» **Problem requirements**
Search the entries for the word "옹주물로" and return every line where it is found.

--- Data shown ---

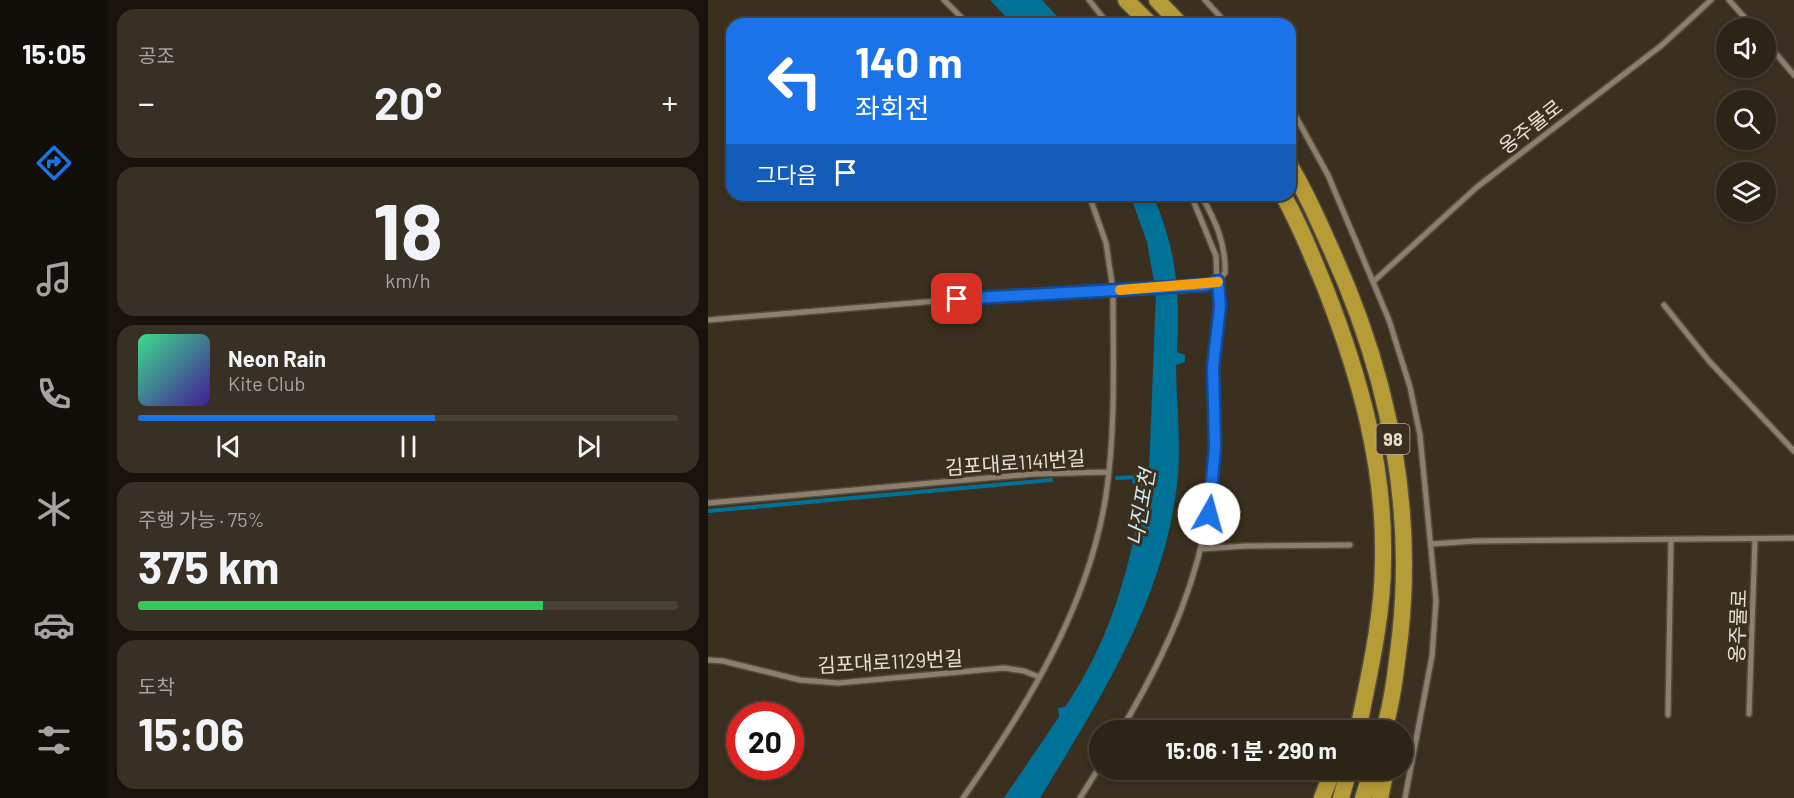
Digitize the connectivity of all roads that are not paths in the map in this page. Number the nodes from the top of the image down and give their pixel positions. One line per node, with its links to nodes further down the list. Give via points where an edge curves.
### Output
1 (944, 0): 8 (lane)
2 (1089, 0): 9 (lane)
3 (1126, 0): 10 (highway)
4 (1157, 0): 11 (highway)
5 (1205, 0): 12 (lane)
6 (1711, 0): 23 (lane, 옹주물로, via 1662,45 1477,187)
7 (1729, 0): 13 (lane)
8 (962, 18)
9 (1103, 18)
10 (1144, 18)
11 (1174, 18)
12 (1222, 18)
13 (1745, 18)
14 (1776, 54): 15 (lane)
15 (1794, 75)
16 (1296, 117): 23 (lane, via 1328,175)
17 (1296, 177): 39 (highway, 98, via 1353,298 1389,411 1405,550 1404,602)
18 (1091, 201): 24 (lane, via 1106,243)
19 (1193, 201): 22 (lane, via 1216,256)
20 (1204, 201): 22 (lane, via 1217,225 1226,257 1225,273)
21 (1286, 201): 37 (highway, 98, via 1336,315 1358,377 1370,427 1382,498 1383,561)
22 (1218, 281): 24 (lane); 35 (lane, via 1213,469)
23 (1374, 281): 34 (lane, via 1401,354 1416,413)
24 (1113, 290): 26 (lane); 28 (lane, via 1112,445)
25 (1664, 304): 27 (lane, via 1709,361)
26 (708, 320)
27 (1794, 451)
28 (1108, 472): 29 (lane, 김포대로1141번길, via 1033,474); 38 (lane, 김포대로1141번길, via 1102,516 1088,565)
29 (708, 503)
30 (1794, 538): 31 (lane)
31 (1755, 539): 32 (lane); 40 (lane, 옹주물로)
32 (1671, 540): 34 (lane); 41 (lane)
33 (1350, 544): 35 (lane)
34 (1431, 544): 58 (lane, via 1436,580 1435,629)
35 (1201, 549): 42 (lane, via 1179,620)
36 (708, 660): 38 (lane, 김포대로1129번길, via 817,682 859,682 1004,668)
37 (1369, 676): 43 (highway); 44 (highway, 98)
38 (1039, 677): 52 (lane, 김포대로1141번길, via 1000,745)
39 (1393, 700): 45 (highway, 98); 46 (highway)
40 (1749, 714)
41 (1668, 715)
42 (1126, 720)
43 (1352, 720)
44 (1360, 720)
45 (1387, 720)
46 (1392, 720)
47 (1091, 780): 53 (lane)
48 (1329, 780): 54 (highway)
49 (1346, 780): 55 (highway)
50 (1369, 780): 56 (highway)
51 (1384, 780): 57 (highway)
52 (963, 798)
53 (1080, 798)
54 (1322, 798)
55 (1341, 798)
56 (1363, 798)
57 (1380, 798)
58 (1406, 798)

---

» **Task result**
6 (1711, 0): 23 (lane, 옹주물로, via 1662,45 1477,187)
31 (1755, 539): 32 (lane); 40 (lane, 옹주물로)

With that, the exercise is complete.